Without altering a single character, set down all of the data below.

----- EXTRACTED DATA

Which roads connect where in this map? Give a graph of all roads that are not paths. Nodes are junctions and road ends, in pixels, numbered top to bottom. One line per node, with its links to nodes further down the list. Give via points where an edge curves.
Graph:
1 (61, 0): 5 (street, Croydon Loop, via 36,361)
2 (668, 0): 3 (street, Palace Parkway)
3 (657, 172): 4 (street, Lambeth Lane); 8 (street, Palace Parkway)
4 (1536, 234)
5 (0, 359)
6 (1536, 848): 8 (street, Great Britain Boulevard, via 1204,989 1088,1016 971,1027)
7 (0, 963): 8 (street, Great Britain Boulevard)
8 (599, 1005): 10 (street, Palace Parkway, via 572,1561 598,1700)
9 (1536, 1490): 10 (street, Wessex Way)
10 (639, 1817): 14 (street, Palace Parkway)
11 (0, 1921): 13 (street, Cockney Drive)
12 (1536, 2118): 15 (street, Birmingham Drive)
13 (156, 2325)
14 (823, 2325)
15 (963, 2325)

----------

ANSWER SECTION:
Which roads connect where in this map? Give a graph of all roads that are not paths. Nodes are junctions and road ends, in pixels, numbered top to bottom. One line per node, with its links to nodes further down the list. Give via points where an edge curves.
Graph:
1 (61, 0): 5 (street, Croydon Loop, via 36,361)
2 (668, 0): 3 (street, Palace Parkway)
3 (657, 172): 4 (street, Lambeth Lane); 8 (street, Palace Parkway)
4 (1536, 234)
5 (0, 359)
6 (1536, 848): 8 (street, Great Britain Boulevard, via 1204,989 1088,1016 971,1027)
7 (0, 963): 8 (street, Great Britain Boulevard)
8 (599, 1005): 10 (street, Palace Parkway, via 572,1561 598,1700)
9 (1536, 1490): 10 (street, Wessex Way)
10 (639, 1817): 14 (street, Palace Parkway)
11 (0, 1921): 13 (street, Cockney Drive)
12 (1536, 2118): 15 (street, Birmingham Drive)
13 (156, 2325)
14 (823, 2325)
15 (963, 2325)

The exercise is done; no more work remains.